L’association Antoine Alléno annonce déposer une action en justice contre les fabricants du protoxyde d’azote. Motif : pratiques déloyales. Ce gaz est détourné, mais la conduite sous son emprise reste très dangereuse.
L’Association Antoine Alléno attaque les fabricants de protoxyde d’azote
L’association Antoine Alléno annonce une action judiciaire visant l’entreprise Cream Deluxe, impliquée dans la fabrication et la commercialisation de protoxyde d’azote. Ce gaz, légalement utilisé dans l’industrie alimentaire et médicale, est désormais au cœur de nombreuses préoccupations de sécurité publique, notamment en raison de son usage récréatif détourné. Dans un contexte de multiplication des accidents et d’inquiétude croissante des autorités, cette procédure marque une étape majeure dans la lutte contre ce phénomène. L’association, créée après la mort tragique d’Antoine Alléno, percuté mortellement par un conducteur sans permis et alcoolisé en 2022, entend s’attaquer directement aux acteurs industriels du secteur.

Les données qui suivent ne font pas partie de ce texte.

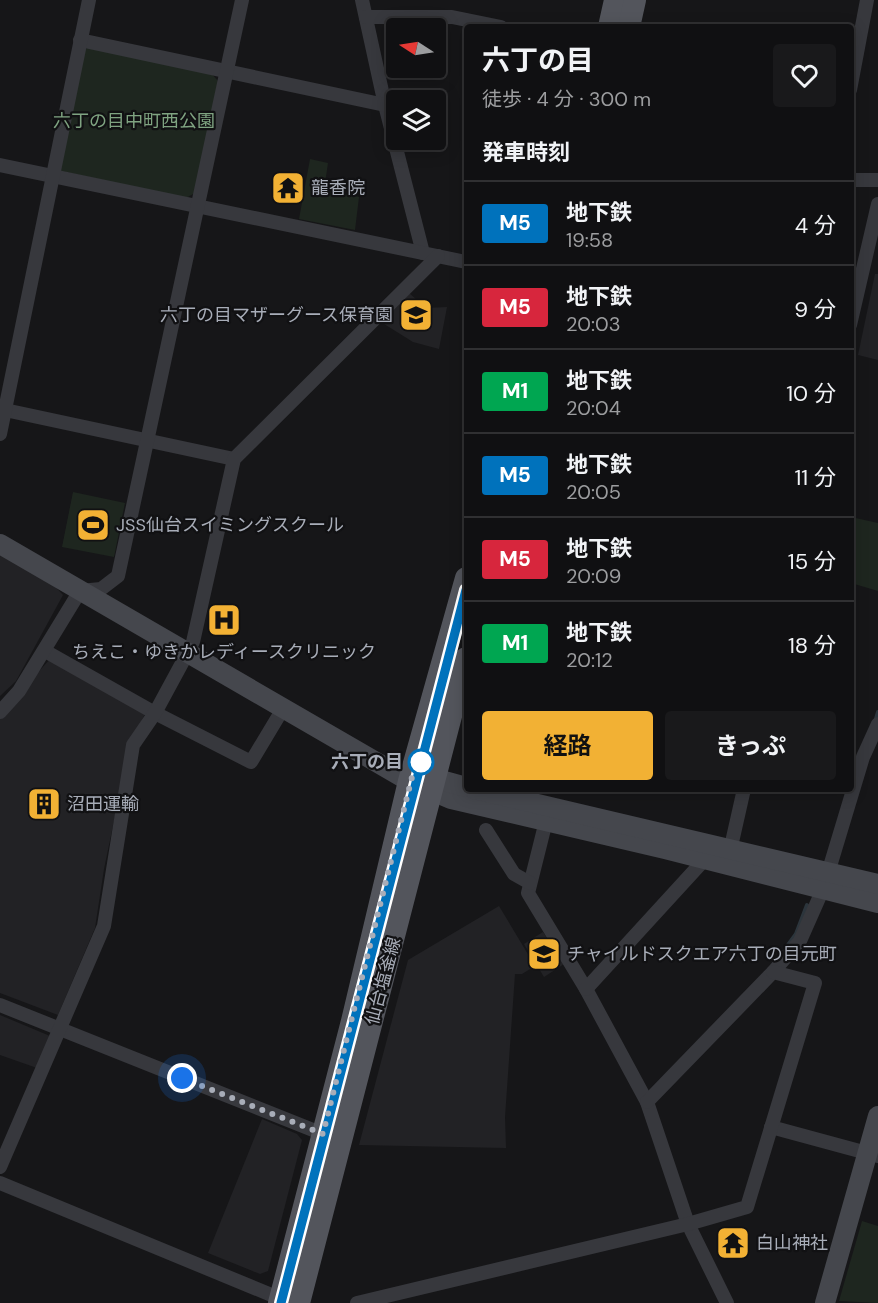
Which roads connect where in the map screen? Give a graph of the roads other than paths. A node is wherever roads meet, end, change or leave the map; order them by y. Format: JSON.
{"nodes":[{"id":1,"x":89,"y":0,"type":"edge"},
{"id":2,"x":242,"y":0,"type":"edge"},
{"id":3,"x":362,"y":0,"type":"edge"},
{"id":4,"x":615,"y":0,"type":"edge"},
{"id":5,"x":635,"y":0,"type":"edge"},
{"id":6,"x":867,"y":0,"type":"edge"},
{"id":7,"x":366,"y":17,"type":"junction"},
{"id":8,"x":486,"y":24,"type":"edge"},
{"id":9,"x":610,"y":24,"type":"edge"},
{"id":10,"x":630,"y":24,"type":"edge"},
{"id":11,"x":80,"y":40,"type":"junction"},
{"id":12,"x":854,"y":69,"type":"edge"},
{"id":13,"x":226,"y":71,"type":"junction"},
{"id":14,"x":385,"y":105,"type":"junction"},
{"id":15,"x":0,"y":165,"type":"edge"},
{"id":16,"x":52,"y":177,"type":"junction"},
{"id":17,"x":854,"y":180,"type":"edge"},
{"id":18,"x":878,"y":180,"type":"edge"},
{"id":19,"x":878,"y":204,"type":"edge"},
{"id":20,"x":198,"y":206,"type":"junction"},
{"id":21,"x":423,"y":253,"type":"junction"},
{"id":22,"x":438,"y":256,"type":"junction"},
{"id":23,"x":464,"y":262,"type":"edge"},
{"id":24,"x":854,"y":309,"type":"edge"},
{"id":25,"x":5,"y":410,"type":"junction"},
{"id":26,"x":0,"y":434,"type":"edge"},
{"id":27,"x":147,"y":440,"type":"junction"},
{"id":28,"x":234,"y":459,"type":"junction"},
{"id":29,"x":0,"y":529,"type":"edge"},
{"id":30,"x":0,"y":544,"type":"edge"},
{"id":31,"x":464,"y":585,"type":"edge"},
{"id":32,"x":101,"y":589,"type":"junction"},
{"id":33,"x":80,"y":591,"type":"junction"},
{"id":34,"x":190,"y":647,"type":"junction"},
{"id":35,"x":45,"y":651,"type":"junction"},
{"id":36,"x":464,"y":666,"type":"edge"},
{"id":37,"x":284,"y":707,"type":"junction"},
{"id":38,"x":0,"y":711,"type":"edge"},
{"id":39,"x":155,"y":712,"type":"junction"},
{"id":40,"x":878,"y":724,"type":"edge"},
{"id":41,"x":411,"y":775,"type":"junction"},
{"id":42,"x":433,"y":786,"type":"junction"},
{"id":43,"x":854,"y":786,"type":"edge"},
{"id":44,"x":464,"y":787,"type":"edge"},
{"id":45,"x":487,"y":792,"type":"edge"},
{"id":46,"x":743,"y":792,"type":"edge"},
{"id":47,"x":852,"y":792,"type":"edge"},
{"id":48,"x":546,"y":821,"type":"junction"},
{"id":49,"x":486,"y":830,"type":"dead end"},
{"id":50,"x":730,"y":850,"type":"junction"},
{"id":51,"x":705,"y":859,"type":"junction"},
{"id":52,"x":825,"y":880,"type":"junction"},
{"id":53,"x":530,"y":883,"type":"junction"},
{"id":54,"x":878,"y":884,"type":"edge"},
{"id":55,"x":878,"y":903,"type":"edge"},
{"id":56,"x":773,"y":972,"type":"junction"},
{"id":57,"x":586,"y":989,"type":"junction"},
{"id":58,"x":0,"y":1005,"type":"edge"},
{"id":59,"x":60,"y":1029,"type":"junction"},
{"id":60,"x":647,"y":1102,"type":"junction"},
{"id":61,"x":878,"y":1116,"type":"edge"},
{"id":62,"x":771,"y":1127,"type":"junction"},
{"id":63,"x":332,"y":1138,"type":"junction"},
{"id":64,"x":873,"y":1154,"type":"edge"},
{"id":65,"x":0,"y":1167,"type":"edge"},
{"id":66,"x":0,"y":1183,"type":"edge"},
{"id":67,"x":688,"y":1224,"type":"junction"},
{"id":68,"x":384,"y":1301,"type":"edge"},
{"id":69,"x":287,"y":1302,"type":"edge"},
{"id":70,"x":357,"y":1303,"type":"edge"},
{"id":71,"x":728,"y":1303,"type":"edge"},
{"id":72,"x":825,"y":1303,"type":"edge"}],
"edges":[{"from":1,"to":11,"type":"street"},
{"from":2,"to":13,"type":"street"},
{"from":3,"to":7,"type":"street"},
{"from":4,"to":9,"type":"main road"},
{"from":5,"to":10,"type":"main road"},
{"from":6,"to":12,"type":"street"},
{"from":7,"to":8,"type":"street"},
{"from":7,"to":14,"type":"street"},
{"from":11,"to":13,"type":"street"},
{"from":11,"to":16,"type":"street"},
{"from":13,"to":14,"type":"street"},
{"from":13,"to":20,"type":"street"},
{"from":14,"to":21,"type":"street"},
{"from":15,"to":16,"type":"street"},
{"from":16,"to":20,"type":"street"},
{"from":16,"to":25,"type":"street"},
{"from":17,"to":18,"type":"street"},
{"from":19,"to":24,"type":"street"},
{"from":20,"to":21,"type":"street"},
{"from":20,"to":27,"type":"street"},
{"from":21,"to":22,"type":"street"},
{"from":22,"to":23,"type":"street"},
{"from":22,"to":28,"type":"street"},
{"from":25,"to":26,"type":"street"},
{"from":25,"to":27,"type":"street"},
{"from":27,"to":28,"type":"street"},
{"from":27,"to":32,"type":"street"},
{"from":28,"to":34,"type":"street"},
{"from":29,"to":32,"type":"street"},
{"from":30,"to":33,"type":"street"},
{"from":31,"to":41,"type":"main road","name":"仙台塩釜線"},
{"from":32,"to":33,"type":"street"},
{"from":32,"to":34,"type":"street"},
{"from":33,"to":34,"type":"street"},
{"from":33,"to":35,"type":"street"},
{"from":34,"to":37,"type":"street"},
{"from":34,"to":39,"type":"street"},
{"from":34,"to":41,"type":"street"},
{"from":35,"to":38,"type":"street"},
{"from":35,"to":39,"type":"street"},
{"from":36,"to":42,"type":"main road","name":"仙台塩釜線"},
{"from":37,"to":39,"type":"street"},
{"from":37,"to":41,"type":"street"},
{"from":39,"to":59,"type":"street"},
{"from":40,"to":43,"type":"street"},
{"from":41,"to":42,"type":"street"},
{"from":41,"to":63,"type":"main road","name":"仙台塩釜線"},
{"from":42,"to":44,"type":"street"},
{"from":42,"to":48,"type":"street"},
{"from":42,"to":63,"type":"main road","name":"仙台塩釜線"},
{"from":45,"to":50,"type":"street"},
{"from":46,"to":50,"type":"street"},
{"from":47,"to":52,"type":"street"},
{"from":48,"to":51,"type":"street"},
{"from":48,"to":53,"type":"street"},
{"from":49,"to":53,"type":"street"},
{"from":50,"to":52,"type":"street"},
{"from":51,"to":52,"type":"street"},
{"from":51,"to":57,"type":"street"},
{"from":52,"to":54,"type":"street"},
{"from":52,"to":55,"type":"street"},
{"from":52,"to":56,"type":"street"},
{"from":53,"to":57,"type":"street"},
{"from":56,"to":60,"type":"street"},
{"from":56,"to":62,"type":"street"},
{"from":57,"to":60,"type":"street"},
{"from":58,"to":59,"type":"street"},
{"from":59,"to":63,"type":"street"},
{"from":59,"to":65,"type":"street"},
{"from":60,"to":67,"type":"street"},
{"from":61,"to":64,"type":"street"},
{"from":62,"to":64,"type":"street"},
{"from":62,"to":67,"type":"street"},
{"from":63,"to":69,"type":"main road","name":"仙台塩釜線"},
{"from":64,"to":72,"type":"street"},
{"from":66,"to":69,"type":"street"},
{"from":67,"to":68,"type":"street"},
{"from":67,"to":71,"type":"street"},
{"from":68,"to":70,"type":"street"}]}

Ainsi, l’association a assigné la marque devant le tribunal judiciaire de Paris pour pratiques commerciales trompeuses. Elle est accusée de promouvoir indirectement l’usage récréatif du protoxyde d’azote. Pour l’association Antoine Alléno, le cœur du problème réside dans la stratégie marketing de ces entreprises. « Cette action de groupe va nous permettre d’attaquer les producteurs de protoxyde d’azote qui utilisent des biais de communication trompeurs auprès de nos jeunes », a déclaré Yannick Alléno. Une prise de position forte qui souligne la volonté de responsabiliser toute la chaîne de distribution.
Dans cette optique, l’association réclame notamment la cessation des activités de ces entreprises sur le territoire français, ainsi qu’une indemnisation à hauteur de 25 000 euros pour couvrir les frais de justice. Une somme symbolique face à un enjeu bien plus large : faire évoluer les pratiques industrielles.
Protoxyde d’azote : des chiffres alarmants et un enjeu routier majeur
Le dossier du protoxyde d’azote dépasse largement le cadre sanitaire. Il s’impose désormais comme un véritable sujet de sécurité routière. En 2025, 450 accidents graves ont été recensés en lien avec la consommation de ce gaz. Plus frappant encore, ce chiffre a été multiplié par 40 en seulement six ans, révélant une progression fulgurante du phénomène.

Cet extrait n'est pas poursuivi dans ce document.